Alive and gay and dying in Connecticut

The young man was beautiful. Simply beautiful. Sandy red hair, just a light gold-dusting of freckles, and a graceful body he carried in a sort of princely manner. This belied the fact that he had already attempted suicide four times.

His parents hustled him to a psychiatrist, which is what you did when your child went off the rails. Nobody talked about it, but everyone knew he had to go. It was torture for him because it reminded him of the fact that he could not seem to get his life together, though he was already twenty-three.

The waiting room smelled almost as bad as a dentist’s, though at least he couldn’t hear the sound of drills. He had half-expected wails and screams, like in The Snake Pit, but so far there were none. This was 1956, after all, and he suspected such scenarios were out of date.

“Nigel.” The nurse or receptionist or nun or whatever-she-was announced his name. His number was up. He was reminded of the Negro spiritual, “There’s a man goin’ round takin’ names”. Someone had taken his name already.

The psychiatrist sat behind a huge, monolithic desk, and Nigel was just as glad, because he only had to look at half of him. He was not required to lie on a couch, although a couch was provided.

“Nigel.” The psychiatrist, Dr. March, had all the requisite diplomas on the wall. A spider appended from one of them. He opened a folder which had already been prepared for him. What could be in it?

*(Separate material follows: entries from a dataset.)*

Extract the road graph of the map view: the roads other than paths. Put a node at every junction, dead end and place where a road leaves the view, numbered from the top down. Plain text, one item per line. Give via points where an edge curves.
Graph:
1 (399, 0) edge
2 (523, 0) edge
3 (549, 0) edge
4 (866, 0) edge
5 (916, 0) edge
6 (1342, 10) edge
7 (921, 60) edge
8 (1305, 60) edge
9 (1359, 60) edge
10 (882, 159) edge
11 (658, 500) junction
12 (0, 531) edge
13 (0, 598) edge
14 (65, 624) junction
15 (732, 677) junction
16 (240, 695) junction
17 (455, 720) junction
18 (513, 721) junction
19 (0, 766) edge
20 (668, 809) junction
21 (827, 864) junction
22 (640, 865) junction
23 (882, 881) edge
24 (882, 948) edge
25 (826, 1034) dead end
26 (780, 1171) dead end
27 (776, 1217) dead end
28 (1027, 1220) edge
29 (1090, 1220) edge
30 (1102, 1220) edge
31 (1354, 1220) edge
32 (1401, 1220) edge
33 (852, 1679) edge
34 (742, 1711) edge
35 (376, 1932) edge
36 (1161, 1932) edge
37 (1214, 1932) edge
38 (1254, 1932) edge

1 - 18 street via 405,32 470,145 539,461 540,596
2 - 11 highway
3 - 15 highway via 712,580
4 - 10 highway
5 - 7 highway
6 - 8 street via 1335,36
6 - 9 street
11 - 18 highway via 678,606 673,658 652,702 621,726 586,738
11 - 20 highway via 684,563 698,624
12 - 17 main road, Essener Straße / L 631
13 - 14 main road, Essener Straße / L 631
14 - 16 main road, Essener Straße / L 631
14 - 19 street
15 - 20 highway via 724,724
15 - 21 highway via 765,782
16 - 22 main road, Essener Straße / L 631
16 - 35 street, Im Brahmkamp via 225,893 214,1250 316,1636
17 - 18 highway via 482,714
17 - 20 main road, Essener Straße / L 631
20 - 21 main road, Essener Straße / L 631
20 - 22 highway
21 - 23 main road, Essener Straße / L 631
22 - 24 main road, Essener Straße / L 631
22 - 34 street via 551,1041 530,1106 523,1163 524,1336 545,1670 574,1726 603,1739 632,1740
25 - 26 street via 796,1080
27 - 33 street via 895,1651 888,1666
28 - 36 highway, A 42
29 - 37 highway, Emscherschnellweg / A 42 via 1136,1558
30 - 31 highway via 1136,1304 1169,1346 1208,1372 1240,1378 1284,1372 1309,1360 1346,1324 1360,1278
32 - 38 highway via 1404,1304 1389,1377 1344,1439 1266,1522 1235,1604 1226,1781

“Your parents believe you’d benefit from some counselling, psychoanalysis perhaps.” He peered at Nigel over glasses that slid down his nose.

“I guess they think so.”

“Well, what do YOU think?”

“I’m not sure. I think I could do without it.”

“So just what sort of problems are you having?” Dr. March probably knew.

“Oh, a few problems at the university – post-graduate, you know – “

“Your parents tell me you want to go to Europe.”

“Well, see, it’s my last chance to have a few adventures before I – “

“Before you what?”

He was stumped by that one.

“Before you take up a respectable life. So you want to sow your wild oats.”

He wasn’t familiar with the expression. “Yes, sir. I mean, yes, doctor. I think so.”

“What do you plan to do in Europe?”

“I’d like to get a motorbike – “


“Yes. It’s a – “

“I know what a motorbike is. I am curious as to why you would want to get one.”

“Can get around faster, that’s all.”

“Get around.”

“See the sights.”

“What sort of sights are you interested in?”

“Oh, Paris, Rome, that sort of – “

“What sort of companions might you have on this trip? Have you thought about that?”


“This is what your parents are so concerned about. The people whose company you keep.”

This was such a convoluted way of putting it that Nigel was momentarily confused.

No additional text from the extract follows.